> **Assignment**
The answer should consist of all the records, copied exactly.

[Saved entries]

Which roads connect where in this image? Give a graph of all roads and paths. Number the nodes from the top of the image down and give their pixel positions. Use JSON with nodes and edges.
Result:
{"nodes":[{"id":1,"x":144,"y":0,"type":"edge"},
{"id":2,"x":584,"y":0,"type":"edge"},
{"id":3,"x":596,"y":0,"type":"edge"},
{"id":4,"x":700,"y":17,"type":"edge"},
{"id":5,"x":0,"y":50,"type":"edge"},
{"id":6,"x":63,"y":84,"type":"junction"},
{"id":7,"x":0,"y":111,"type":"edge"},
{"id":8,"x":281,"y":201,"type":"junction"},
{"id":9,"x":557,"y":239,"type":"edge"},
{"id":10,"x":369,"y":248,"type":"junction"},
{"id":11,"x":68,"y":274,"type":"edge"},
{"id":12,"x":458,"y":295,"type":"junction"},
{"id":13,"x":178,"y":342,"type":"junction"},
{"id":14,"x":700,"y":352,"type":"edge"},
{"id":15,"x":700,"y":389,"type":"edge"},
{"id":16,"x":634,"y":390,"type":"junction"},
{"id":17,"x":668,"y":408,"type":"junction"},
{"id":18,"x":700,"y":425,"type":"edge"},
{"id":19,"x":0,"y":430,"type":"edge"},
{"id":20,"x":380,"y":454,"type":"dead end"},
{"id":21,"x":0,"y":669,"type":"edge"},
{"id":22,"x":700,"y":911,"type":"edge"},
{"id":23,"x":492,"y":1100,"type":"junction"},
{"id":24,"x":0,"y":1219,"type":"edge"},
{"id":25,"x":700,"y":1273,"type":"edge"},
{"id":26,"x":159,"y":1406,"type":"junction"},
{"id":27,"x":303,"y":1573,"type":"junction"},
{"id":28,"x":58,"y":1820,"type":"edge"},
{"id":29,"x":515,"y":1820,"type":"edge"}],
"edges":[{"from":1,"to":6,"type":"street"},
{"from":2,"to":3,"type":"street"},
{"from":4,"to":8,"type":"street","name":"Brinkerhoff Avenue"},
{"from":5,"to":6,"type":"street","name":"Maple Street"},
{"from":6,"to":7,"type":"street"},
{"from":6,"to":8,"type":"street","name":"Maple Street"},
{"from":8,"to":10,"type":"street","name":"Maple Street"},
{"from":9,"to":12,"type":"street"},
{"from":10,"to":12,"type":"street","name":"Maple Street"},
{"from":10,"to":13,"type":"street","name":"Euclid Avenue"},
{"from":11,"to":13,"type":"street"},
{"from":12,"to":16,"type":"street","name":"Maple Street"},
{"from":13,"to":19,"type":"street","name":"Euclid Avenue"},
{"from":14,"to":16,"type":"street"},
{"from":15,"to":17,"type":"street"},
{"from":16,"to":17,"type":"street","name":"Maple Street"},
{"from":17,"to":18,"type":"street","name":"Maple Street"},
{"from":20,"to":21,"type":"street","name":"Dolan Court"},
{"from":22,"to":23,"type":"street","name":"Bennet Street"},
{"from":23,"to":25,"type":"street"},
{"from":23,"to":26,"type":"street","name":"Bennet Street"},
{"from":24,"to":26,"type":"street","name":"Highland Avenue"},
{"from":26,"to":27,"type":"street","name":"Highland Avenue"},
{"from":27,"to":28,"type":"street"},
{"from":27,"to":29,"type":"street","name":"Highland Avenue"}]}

> **Output for this task**
Which roads connect where in this image? Give a graph of all roads and paths. Number the nodes from the top of the image down and give their pixel positions. Use JSON with nodes and edges.
Result:
{"nodes":[{"id":1,"x":144,"y":0,"type":"edge"},
{"id":2,"x":584,"y":0,"type":"edge"},
{"id":3,"x":596,"y":0,"type":"edge"},
{"id":4,"x":700,"y":17,"type":"edge"},
{"id":5,"x":0,"y":50,"type":"edge"},
{"id":6,"x":63,"y":84,"type":"junction"},
{"id":7,"x":0,"y":111,"type":"edge"},
{"id":8,"x":281,"y":201,"type":"junction"},
{"id":9,"x":557,"y":239,"type":"edge"},
{"id":10,"x":369,"y":248,"type":"junction"},
{"id":11,"x":68,"y":274,"type":"edge"},
{"id":12,"x":458,"y":295,"type":"junction"},
{"id":13,"x":178,"y":342,"type":"junction"},
{"id":14,"x":700,"y":352,"type":"edge"},
{"id":15,"x":700,"y":389,"type":"edge"},
{"id":16,"x":634,"y":390,"type":"junction"},
{"id":17,"x":668,"y":408,"type":"junction"},
{"id":18,"x":700,"y":425,"type":"edge"},
{"id":19,"x":0,"y":430,"type":"edge"},
{"id":20,"x":380,"y":454,"type":"dead end"},
{"id":21,"x":0,"y":669,"type":"edge"},
{"id":22,"x":700,"y":911,"type":"edge"},
{"id":23,"x":492,"y":1100,"type":"junction"},
{"id":24,"x":0,"y":1219,"type":"edge"},
{"id":25,"x":700,"y":1273,"type":"edge"},
{"id":26,"x":159,"y":1406,"type":"junction"},
{"id":27,"x":303,"y":1573,"type":"junction"},
{"id":28,"x":58,"y":1820,"type":"edge"},
{"id":29,"x":515,"y":1820,"type":"edge"}],
"edges":[{"from":1,"to":6,"type":"street"},
{"from":2,"to":3,"type":"street"},
{"from":4,"to":8,"type":"street","name":"Brinkerhoff Avenue"},
{"from":5,"to":6,"type":"street","name":"Maple Street"},
{"from":6,"to":7,"type":"street"},
{"from":6,"to":8,"type":"street","name":"Maple Street"},
{"from":8,"to":10,"type":"street","name":"Maple Street"},
{"from":9,"to":12,"type":"street"},
{"from":10,"to":12,"type":"street","name":"Maple Street"},
{"from":10,"to":13,"type":"street","name":"Euclid Avenue"},
{"from":11,"to":13,"type":"street"},
{"from":12,"to":16,"type":"street","name":"Maple Street"},
{"from":13,"to":19,"type":"street","name":"Euclid Avenue"},
{"from":14,"to":16,"type":"street"},
{"from":15,"to":17,"type":"street"},
{"from":16,"to":17,"type":"street","name":"Maple Street"},
{"from":17,"to":18,"type":"street","name":"Maple Street"},
{"from":20,"to":21,"type":"street","name":"Dolan Court"},
{"from":22,"to":23,"type":"street","name":"Bennet Street"},
{"from":23,"to":25,"type":"street"},
{"from":23,"to":26,"type":"street","name":"Bennet Street"},
{"from":24,"to":26,"type":"street","name":"Highland Avenue"},
{"from":26,"to":27,"type":"street","name":"Highland Avenue"},
{"from":27,"to":28,"type":"street"},
{"from":27,"to":29,"type":"street","name":"Highland Avenue"}]}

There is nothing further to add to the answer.